Are monthly sessions okay? For me, it boils down to whether or not you believe therapy is something all patients with health insurance are entitled to. I don't have a strong opinion on this. Clearly the decision makers do not feel that therapy is an entitlement.
 
Certainly research showing a therapy dose-response rate, but that is a somewhat different question than whether therapy is ineffective when below a certain frequency. Does one just take longer to get to the same end point if sessions are spaced widely or is any progress unlikely? Presumably it depends on the specifics, but I haven't seen any good research on the topic.

Sadly, monthly is not uncommon - especially in underfunded settings (e.g. CMHCs). At the same time I "get" why it happens, even if I feel terribly for the patients in those situations. The money has to come from somewhere and these facilities often do not have it. Reimbursement rates are low (or fixed). No-show rates are often moderately to extremely high. If you simply don't have money for additional staff...is it better to provide monthly therapy to 100 people or biweekly therapy to 50 people while another 50 are waitlisted?
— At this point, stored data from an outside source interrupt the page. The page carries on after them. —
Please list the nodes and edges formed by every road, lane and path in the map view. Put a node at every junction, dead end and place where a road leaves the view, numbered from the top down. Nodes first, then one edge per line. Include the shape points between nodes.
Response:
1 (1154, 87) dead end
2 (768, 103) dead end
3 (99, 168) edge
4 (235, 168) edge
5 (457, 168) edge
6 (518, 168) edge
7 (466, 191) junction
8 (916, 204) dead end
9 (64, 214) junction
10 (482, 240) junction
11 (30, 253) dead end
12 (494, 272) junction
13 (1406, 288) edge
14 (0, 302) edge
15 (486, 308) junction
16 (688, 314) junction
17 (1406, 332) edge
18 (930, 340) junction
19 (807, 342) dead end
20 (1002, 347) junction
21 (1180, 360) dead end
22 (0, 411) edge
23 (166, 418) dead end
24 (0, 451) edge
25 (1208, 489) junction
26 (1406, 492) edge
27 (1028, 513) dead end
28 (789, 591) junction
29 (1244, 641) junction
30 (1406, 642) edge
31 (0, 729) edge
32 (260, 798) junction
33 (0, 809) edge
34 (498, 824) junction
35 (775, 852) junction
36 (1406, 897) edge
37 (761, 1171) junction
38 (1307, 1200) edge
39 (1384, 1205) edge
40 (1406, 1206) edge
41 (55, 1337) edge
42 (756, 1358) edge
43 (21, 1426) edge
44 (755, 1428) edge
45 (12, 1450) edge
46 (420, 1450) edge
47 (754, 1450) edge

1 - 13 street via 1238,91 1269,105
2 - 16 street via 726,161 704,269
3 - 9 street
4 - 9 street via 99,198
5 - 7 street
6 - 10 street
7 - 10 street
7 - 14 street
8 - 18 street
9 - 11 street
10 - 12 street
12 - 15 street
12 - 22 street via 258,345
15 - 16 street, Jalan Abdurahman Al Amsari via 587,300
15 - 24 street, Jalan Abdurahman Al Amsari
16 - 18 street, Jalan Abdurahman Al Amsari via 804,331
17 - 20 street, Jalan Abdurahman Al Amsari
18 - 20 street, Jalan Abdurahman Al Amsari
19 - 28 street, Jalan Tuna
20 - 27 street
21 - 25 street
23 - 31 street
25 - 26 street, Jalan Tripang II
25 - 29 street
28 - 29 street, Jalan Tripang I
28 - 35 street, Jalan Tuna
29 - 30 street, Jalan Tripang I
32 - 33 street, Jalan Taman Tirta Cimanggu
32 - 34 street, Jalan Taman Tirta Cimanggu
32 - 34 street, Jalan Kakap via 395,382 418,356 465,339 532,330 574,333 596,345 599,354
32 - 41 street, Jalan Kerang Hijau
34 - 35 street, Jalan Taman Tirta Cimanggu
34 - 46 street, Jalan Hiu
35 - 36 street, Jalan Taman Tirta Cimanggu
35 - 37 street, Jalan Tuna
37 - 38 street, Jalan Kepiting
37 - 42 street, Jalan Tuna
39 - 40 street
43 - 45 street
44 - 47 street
From a public health standpoint, I don't know the answer and its probably an incredibly complex question that varies by disorder, therapy type, etc.

Wish I had an answer for you, but you do have my sympathies...
ABA’s done some really great work on dose-response that sorts some of those issues out nicely, but because most of ABA is delivered by techs, it’s a somewhat easier game to play in terms of resources.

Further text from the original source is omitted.